Input data:

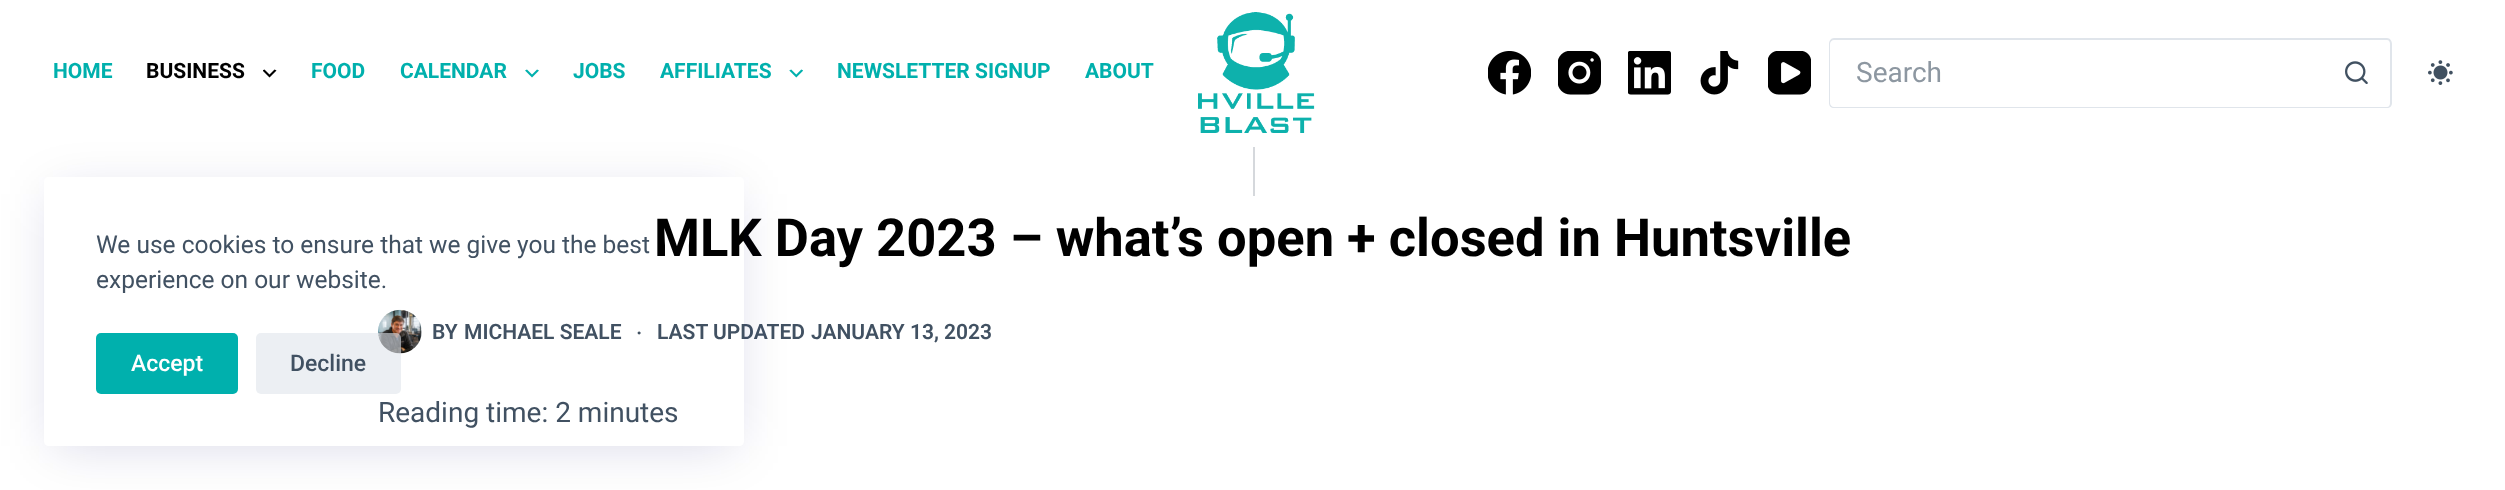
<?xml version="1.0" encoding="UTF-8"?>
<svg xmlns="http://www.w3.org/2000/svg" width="2505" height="490">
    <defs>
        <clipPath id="clip1"><path d="M 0 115 H 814 V 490 H 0 Z M 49 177 H 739 C 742 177 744 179 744 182 V 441 C 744 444 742 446 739 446 H 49 C 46 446 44 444 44 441 V 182 C 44 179 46 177 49 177 Z" clip-rule="evenodd"/></clipPath>
        <filter id="blur1" x="-50%" y="-200%" width="200%" height="500%"><feGaussianBlur stdDeviation="26"/></filter>
    </defs>
    <rect width="100%" height="100%" fill="#FFFFFF"/>
    <text x="53" y="78" font-family="Roboto" font-size="21" font-weight="700" fill="#00B0AD">HOME</text>
    <text x="146" y="78" font-family="Roboto" font-size="21" font-weight="700" fill="#000000">BUSINESS</text>
    <image x="263" y="69" width="14" height="9" href="img_01.png"/>
    <text x="311" y="78" font-family="Roboto" font-size="21" font-weight="700" fill="#00B0AD">FOOD</text>
    <text x="400" y="78" font-family="Roboto" font-size="21" font-weight="700" fill="#00B0AD">CALENDAR</text>
    <image x="525" y="69" width="14" height="9" href="img_02.png"/>
    <text x="573" y="78" font-family="Roboto" font-size="21" font-weight="700" fill="#00B0AD">JOBS</text>
    <text x="660" y="78" font-family="Roboto" font-size="21" font-weight="700" fill="#00B0AD">AFFILIATES</text>
    <image x="789" y="69" width="14" height="9" href="img_03.png"/>
    <text x="837" y="78" font-family="Roboto" font-size="21" font-weight="700" fill="#00B0AD">NEWSLETTER SIGNUP</text>
    <text x="1085" y="78" font-family="Roboto" font-size="21" font-weight="700" fill="#00B0AD">ABOUT</text>
    <image x="1198" y="12" width="117" height="121" href="img_04.png"/>
    <image x="1488" y="51" width="43" height="44" href="img_05.png"/>
    <image x="1558" y="51" width="43" height="44" href="img_06.png"/>
    <image x="1628" y="51" width="43" height="44" href="img_07.png"/>
    <image x="1700" y="51" width="39" height="44" href="img_08.png"/>
    <image x="1768" y="51" width="43" height="44" href="img_09.png"/>
    <path d="M 1834 38 H 2322 V 108 H 1834 C 1831 108 1829 106 1829 103 V 44 C 1829 41 1831 38 1834 38 Z M 1834 40 H 2322 V 107 H 1834 C 1832 107 1830 105 1830 103 V 44 C 1830 42 1832 40 1834 40 Z" fill="#E0E5EB" fill-rule="evenodd"/>
    <text x="1856" y="82" font-family="Roboto" font-size="28" fill="#8D97A1">Search</text>
    <path d="M 2322 38 H 2387 C 2390 38 2392 41 2392 44 V 103 C 2392 106 2390 108 2387 108 H 2322 Z M 2322 40 H 2387 C 2389 40 2390 42 2390 44 V 103 C 2390 105 2389 107 2387 107 H 2322 Z" fill="#E0E5EB" fill-rule="evenodd"/>
    <image x="2345" y="61" width="23" height="23" href="img_10.png"/>
    <image x="2428" y="60" width="25" height="25" href="img_11.png"/>
    <rect x="1253" y="147" width="2" height="49" fill="#D5D8DC"/>
    <text x="654" y="256" font-family="Roboto" font-size="52.5" font-weight="700" fill="#000000">MLK Day 2023 – what’s open + closed in Huntsville</text>
    <image x="378" y="309" width="44" height="45" href="img_12.png"/>
    <text x="432" y="339" font-family="Roboto" font-size="21" font-weight="600" fill="#415162">BY</text>
    <text x="464" y="339" font-family="Roboto" font-size="21" font-weight="600" fill="#415162">MICHAEL SEALE</text>
    <text x="637" y="335" font-family="Liberation Sans" font-size="7" font-weight="700" fill="#415162">●</text>
    <text x="657" y="339" font-family="Roboto" font-size="21" font-weight="600" fill="#415162">LAST UPDATED</text>
    <text x="811" y="339" font-family="Roboto" font-size="21" font-weight="600" fill="#415162">JANUARY 13, 2023</text>
    <text x="378" y="422" font-family="Roboto" font-size="28" fill="#415162">Reading time: 2 minutes</text>
    <g clip-path="url(#clip1)">
        <rect x="53" y="194" width="682" height="252" fill="#223865" fill-opacity="0.15" filter="url(#blur1)"/>
    </g>
    <text font-family="Roboto" font-size="24.5" fill="#415162">
        <tspan x="96" y="253">We use cookies to ensure that we give you the best</tspan>
        <tspan x="96" y="288">experience on our website.</tspan>
    </text>
    <rect x="96" y="333" width="142" height="61" rx="5" fill="#00B0AD"/>
    <text x="131" y="371" font-family="Roboto" font-size="23" font-weight="500" fill="#FFFFFF">Accept</text>
    <rect x="256" y="333" width="145" height="61" rx="5" fill="#E0E5EB" fill-opacity="0.6"/>
    <text x="290" y="371" font-family="Roboto" font-size="23" font-weight="500" fill="#415162">Decline</text>
</svg>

Directions:
Counting lines with the word "opacity" in the listing, state the resulting number and nothing else.

Response:
2